Task ▸ Report every line below that carries the word "lane".
Data records below:
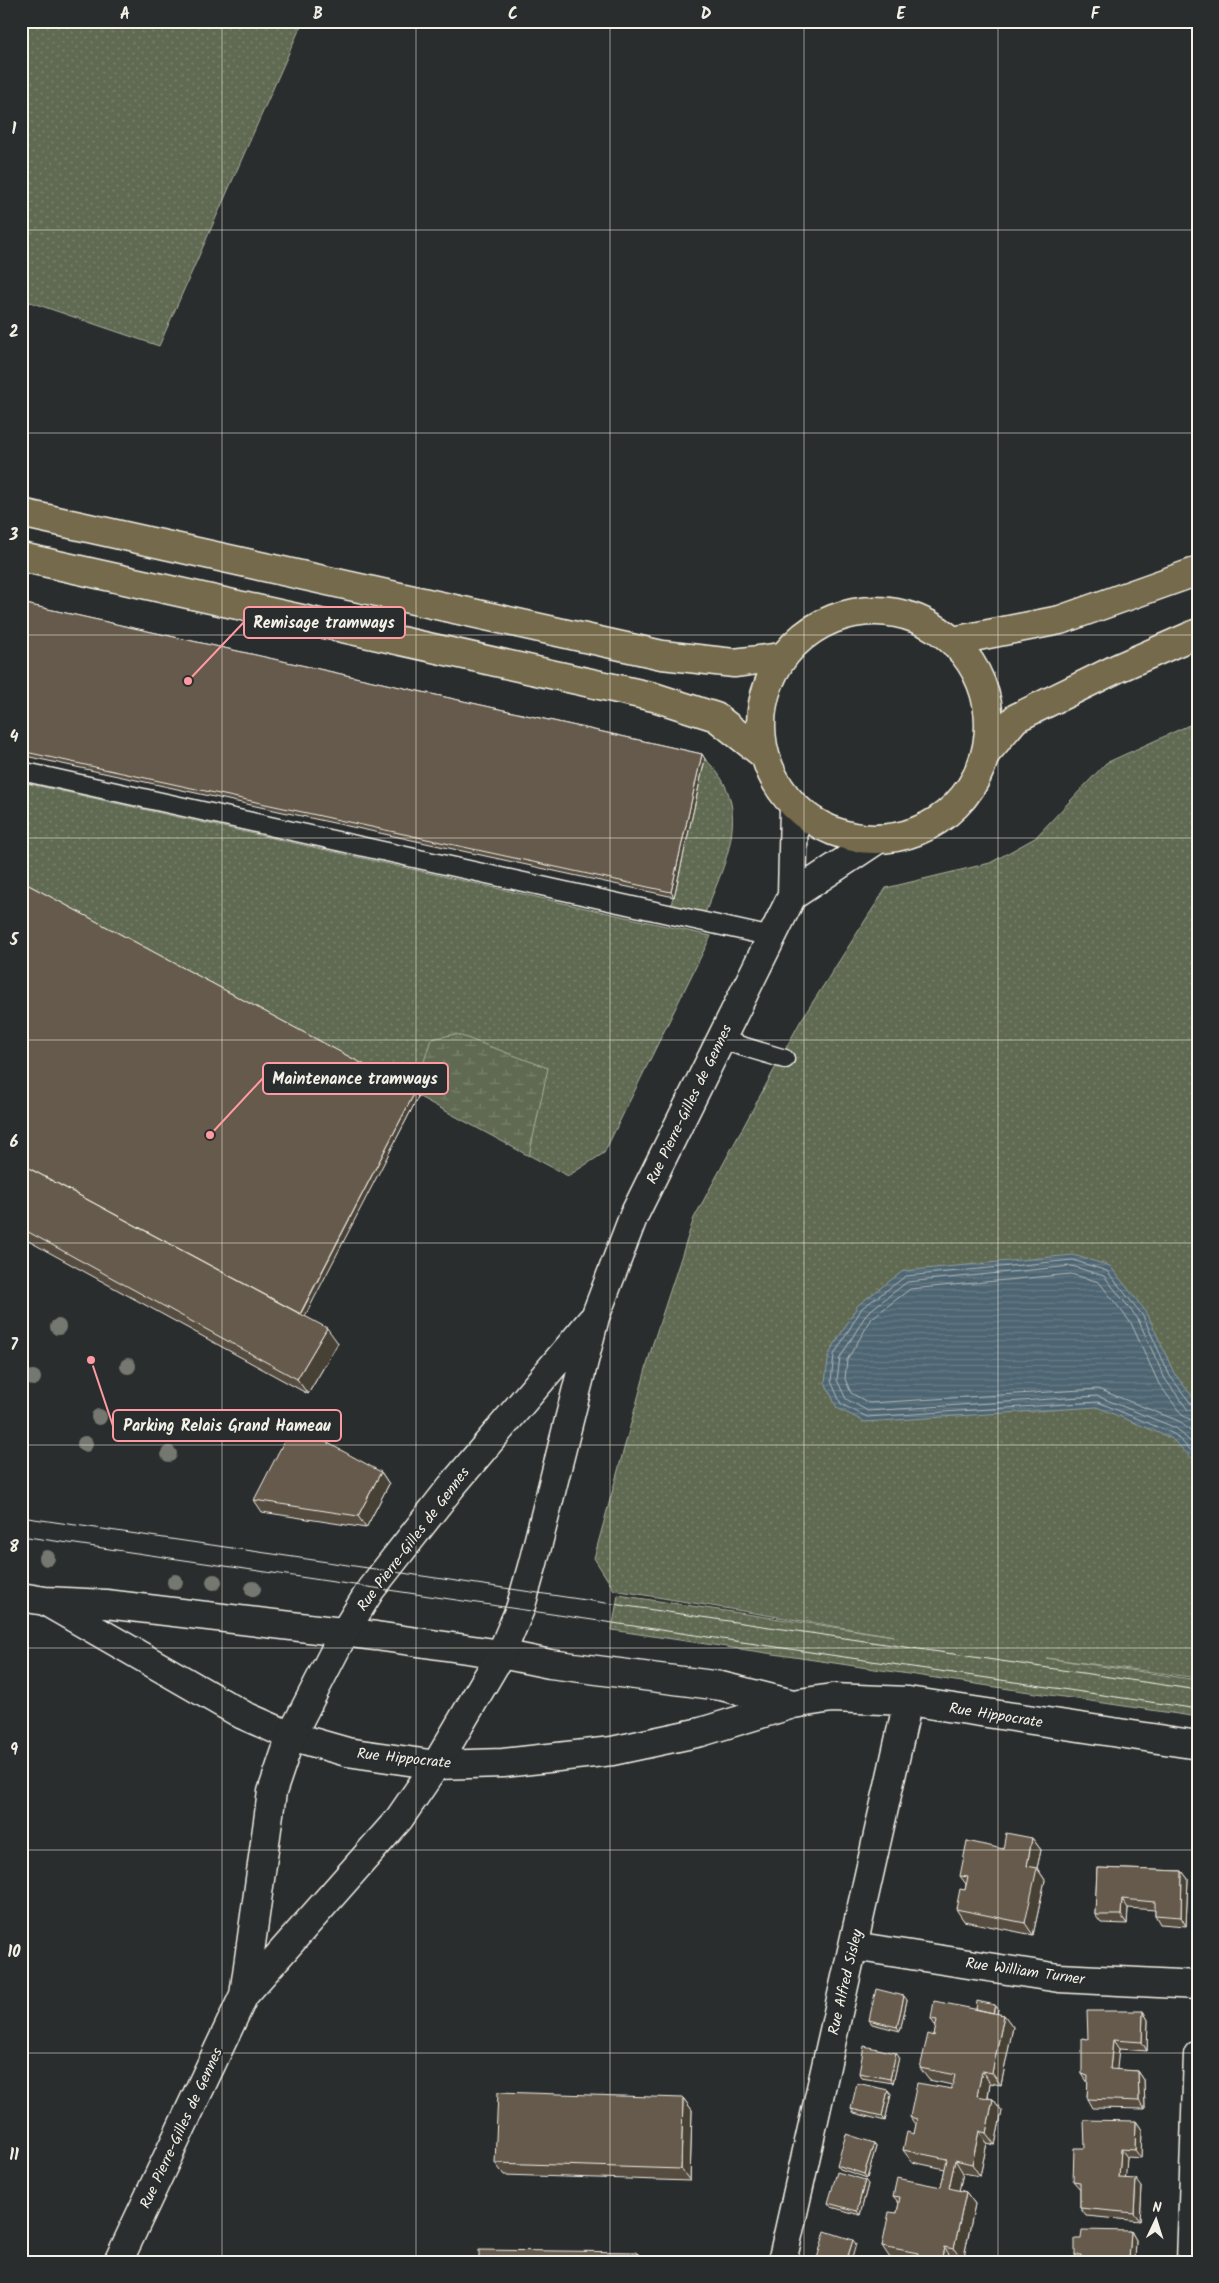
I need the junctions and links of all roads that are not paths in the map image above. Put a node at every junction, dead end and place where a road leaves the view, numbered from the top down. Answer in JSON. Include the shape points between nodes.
{"nodes":[{"id":1,"x":21,"y":512,"type":"edge"},
{"id":2,"x":21,"y":556,"type":"edge"},
{"id":3,"x":1198,"y":571,"type":"edge"},
{"id":4,"x":1198,"y":633,"type":"edge"},
{"id":5,"x":953,"y":640,"type":"junction"},
{"id":6,"x":782,"y":657,"type":"junction"},
{"id":7,"x":987,"y":752,"type":"junction"},
{"id":8,"x":764,"y":755,"type":"junction"},
{"id":9,"x":21,"y":771,"type":"edge"},
{"id":10,"x":794,"y":807,"type":"junction"},
{"id":11,"x":878,"y":839,"type":"junction"},
{"id":12,"x":792,"y":896,"type":"junction"},
{"id":13,"x":772,"y":937,"type":"junction"},
{"id":14,"x":721,"y":1040,"type":"junction"},
{"id":15,"x":786,"y":1059,"type":"dead end"},
{"id":16,"x":595,"y":1317,"type":"junction"},
{"id":17,"x":33,"y":1599,"type":"edge"},
{"id":18,"x":344,"y":1633,"type":"junction"},
{"id":19,"x":502,"y":1654,"type":"junction"},
{"id":20,"x":908,"y":1701,"type":"junction"},
{"id":21,"x":793,"y":1704,"type":"junction"},
{"id":22,"x":291,"y":1736,"type":"junction"},
{"id":23,"x":1198,"y":1745,"type":"edge"},
{"id":24,"x":436,"y":1765,"type":"junction"},
{"id":25,"x":853,"y":1946,"type":"junction"},
{"id":26,"x":1198,"y":1986,"type":"edge"},
{"id":27,"x":244,"y":1995,"type":"junction"},
{"id":28,"x":1198,"y":2055,"type":"edge"},
{"id":29,"x":1193,"y":2259,"type":"edge"},
{"id":30,"x":118,"y":2262,"type":"edge"},
{"id":31,"x":782,"y":2262,"type":"edge"}],
"edges":[{"from":1,"to":6,"type":"highway","via":[[662,655],[734,663]]},
{"from":2,"to":8,"type":"highway","via":[[654,697],[716,717]]},
{"from":3,"to":5,"type":"highway","via":[[1060,620]]},
{"from":4,"to":7,"type":"highway","via":[[1016,718]]},
{"from":5,"to":6,"type":"highway","via":[[927,622],[896,612],[864,610],[833,618],[805,634]]},
{"from":5,"to":7,"type":"highway","via":[[973,664],[985,691],[990,721]]},
{"from":6,"to":8,"type":"highway","via":[[766,687],[761,712]]},
{"from":7,"to":11,"type":"highway","via":[[972,786],[948,814],[915,832]]},
{"from":8,"to":10,"type":"highway","via":[[776,783]]},
{"from":9,"to":13,"type":"lane"},
{"from":10,"to":11,"type":"highway","via":[[833,832],[855,838]]},
{"from":10,"to":12,"type":"street","name":"Rue Pierre-Gilles de Gennes"},
{"from":11,"to":12,"type":"street"},
{"from":12,"to":13,"type":"street","name":"Rue Pierre-Gilles de Gennes"},
{"from":13,"to":14,"type":"street","name":"Rue Pierre-Gilles de Gennes"},
{"from":14,"to":15,"type":"lane"},
{"from":14,"to":16,"type":"street","name":"Rue Pierre-Gilles de Gennes","via":[[634,1215]]},
{"from":16,"to":18,"type":"street","name":"Rue Pierre-Gilles de Gennes","via":[[451,1487],[370,1589]]},
{"from":16,"to":19,"type":"street","name":"Rue Pierre-Gilles de Gennes","via":[[533,1563],[520,1609]]},
{"from":17,"to":18,"type":"street","name":"Rue Hippocrate","via":[[106,1604]]},
{"from":17,"to":22,"type":"street","name":"Rue Hippocrate","via":[[243,1715]]},
{"from":18,"to":19,"type":"street","name":"Rue Hippocrate"},
{"from":18,"to":22,"type":"street","name":"Rue Pierre-Gilles de Gennes"},
{"from":19,"to":21,"type":"street","name":"Rue Hippocrate","via":[[550,1664],[721,1686]]},
{"from":19,"to":24,"type":"street","name":"Rue Pierre-Gilles de Gennes"},
{"from":20,"to":21,"type":"street","name":"Rue Hippocrate","via":[[832,1698]]},
{"from":20,"to":23,"type":"street","name":"Rue Hippocrate"},
{"from":20,"to":25,"type":"street","name":"Rue Alfred Sisley"},
{"from":21,"to":24,"type":"street","name":"Rue Hippocrate","via":[[701,1732],[612,1750],[503,1763]]},
{"from":22,"to":24,"type":"street","name":"Rue Hippocrate","via":[[348,1752]]},
{"from":22,"to":27,"type":"street","name":"Rue Pierre-Gilles de Gennes","via":[[272,1792]]},
{"from":24,"to":27,"type":"street","name":"Rue Pierre-Gilles de Gennes","via":[[399,1819]]},
{"from":25,"to":26,"type":"street","name":"Rue William Turner","via":[[1059,1978]]},
{"from":25,"to":31,"type":"street","name":"Rue Alfred Sisley"},
{"from":27,"to":30,"type":"street","name":"Rue Pierre-Gilles de Gennes"},
{"from":28,"to":29,"type":"street"}]}
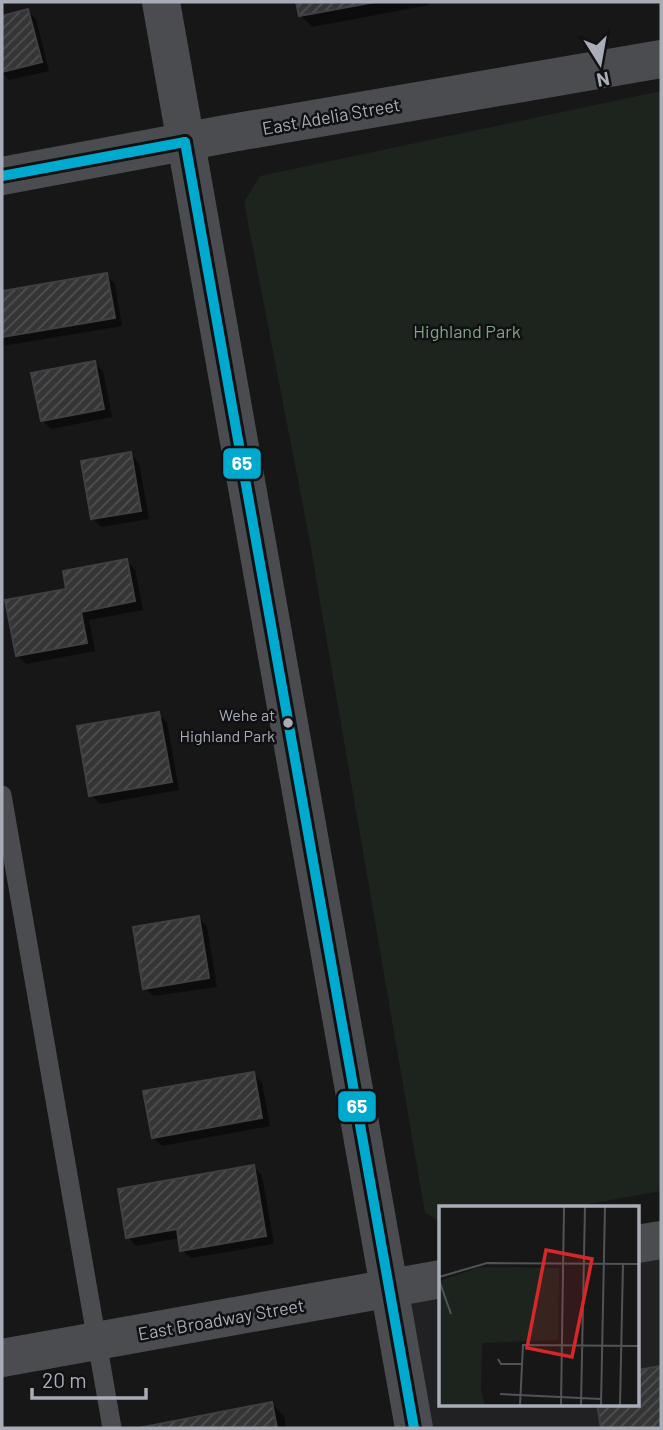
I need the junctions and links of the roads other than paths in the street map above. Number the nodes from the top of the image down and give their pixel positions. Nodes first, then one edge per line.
1 (160, 2) edge
2 (661, 59) edge
3 (185, 142) junction
4 (2, 176) edge
5 (2, 795) edge
6 (661, 1240) edge
7 (638, 1244) edge
8 (439, 1279) edge
9 (389, 1288) junction
10 (97, 1341) junction
11 (2, 1358) edge
12 (112, 1428) edge
13 (414, 1428) edge

1 - 3 street
2 - 3 street, East Adelia Street
3 - 4 street, East Adelia Street
3 - 9 street
5 - 10 lane
6 - 7 street
8 - 9 street, East Broadway Street
9 - 10 street, East Broadway Street
9 - 13 street
10 - 11 street, East Broadway Street
10 - 12 lane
End of Data records.
Final answer ▸
{"from":9,"to":13,"type":"lane"},
{"from":14,"to":15,"type":"lane"},
5 - 10 lane
10 - 12 lane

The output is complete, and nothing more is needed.